> **PROMPT**:
Your answer must be an exact transcription of the data, with every picture omitted.

Entries taken from a collection
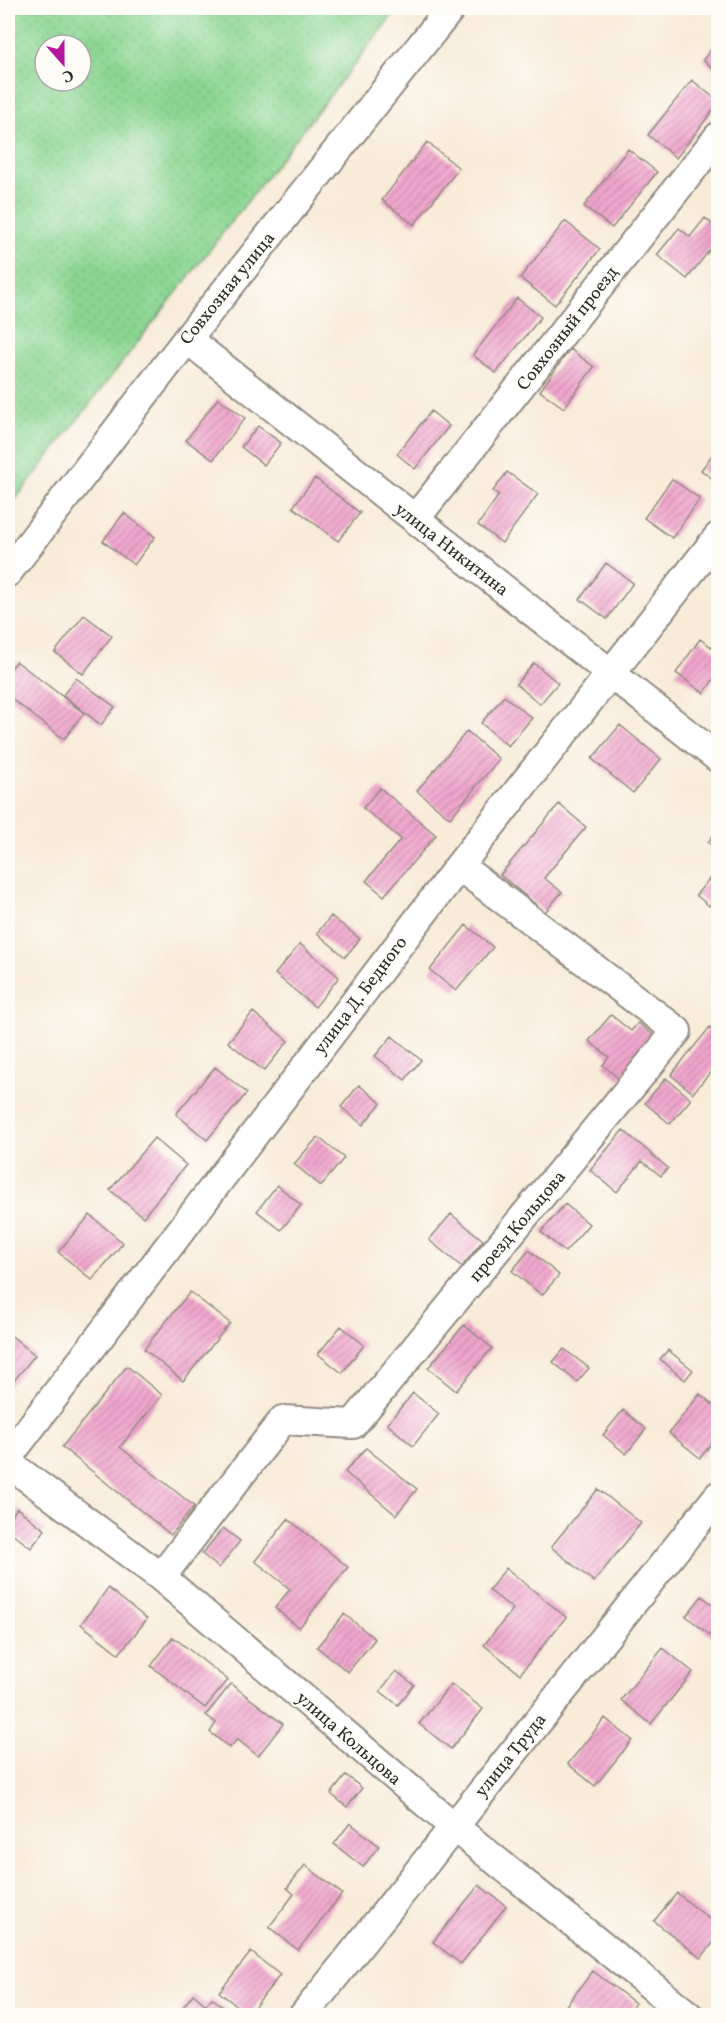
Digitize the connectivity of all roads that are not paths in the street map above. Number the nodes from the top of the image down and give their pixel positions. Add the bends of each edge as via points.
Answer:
1 (451, 8) edge
2 (718, 137) edge
3 (187, 339) junction
4 (415, 519) junction
5 (718, 537) edge
6 (8, 572) edge
7 (610, 673) junction
8 (718, 758) edge
9 (459, 866) junction
10 (8, 1457) edge
11 (8, 1463) edge
12 (718, 1496) edge
13 (161, 1576) junction
14 (453, 1826) junction
15 (303, 2016) edge
16 (689, 2016) edge

1 - 3 street, Совхозная улица
2 - 4 street, Совхозный проезд
3 - 4 street, улица Никитина
3 - 6 street, Совхозная улица
4 - 7 street, улица Никитина
5 - 7 street, улица Д. Бедного
7 - 8 street, улица Никитина
7 - 9 street, улица Д. Бедного
9 - 10 street, улица Д. Бедного
9 - 13 street, проезд Кольцова via 677,1031 353,1424 284,1420
11 - 13 street, улица Кольцова
12 - 14 street, улица Труда
13 - 14 street, улица Кольцова
14 - 15 street, улица Труда
14 - 16 street, улица Кольцова

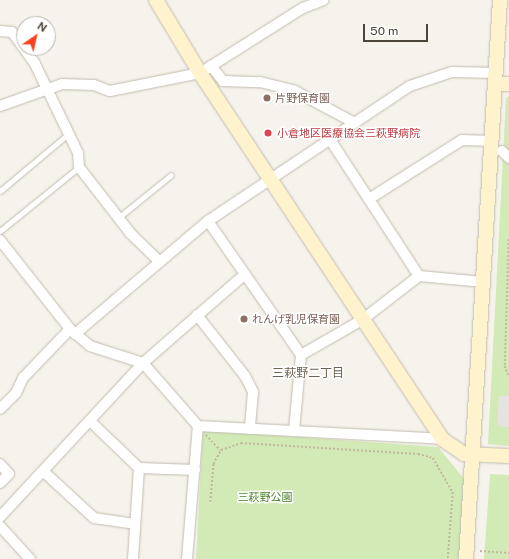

> **REPLY**:
Digitize the connectivity of all roads that are not paths in the street map above. Number the nodes from the top of the image down and give their pixel positions. Add the bends of each edge as via points.
Answer:
1 (451, 8) edge
2 (718, 137) edge
3 (187, 339) junction
4 (415, 519) junction
5 (718, 537) edge
6 (8, 572) edge
7 (610, 673) junction
8 (718, 758) edge
9 (459, 866) junction
10 (8, 1457) edge
11 (8, 1463) edge
12 (718, 1496) edge
13 (161, 1576) junction
14 (453, 1826) junction
15 (303, 2016) edge
16 (689, 2016) edge

1 - 3 street, Совхозная улица
2 - 4 street, Совхозный проезд
3 - 4 street, улица Никитина
3 - 6 street, Совхозная улица
4 - 7 street, улица Никитина
5 - 7 street, улица Д. Бедного
7 - 8 street, улица Никитина
7 - 9 street, улица Д. Бедного
9 - 10 street, улица Д. Бедного
9 - 13 street, проезд Кольцова via 677,1031 353,1424 284,1420
11 - 13 street, улица Кольцова
12 - 14 street, улица Труда
13 - 14 street, улица Кольцова
14 - 15 street, улица Труда
14 - 16 street, улица Кольцова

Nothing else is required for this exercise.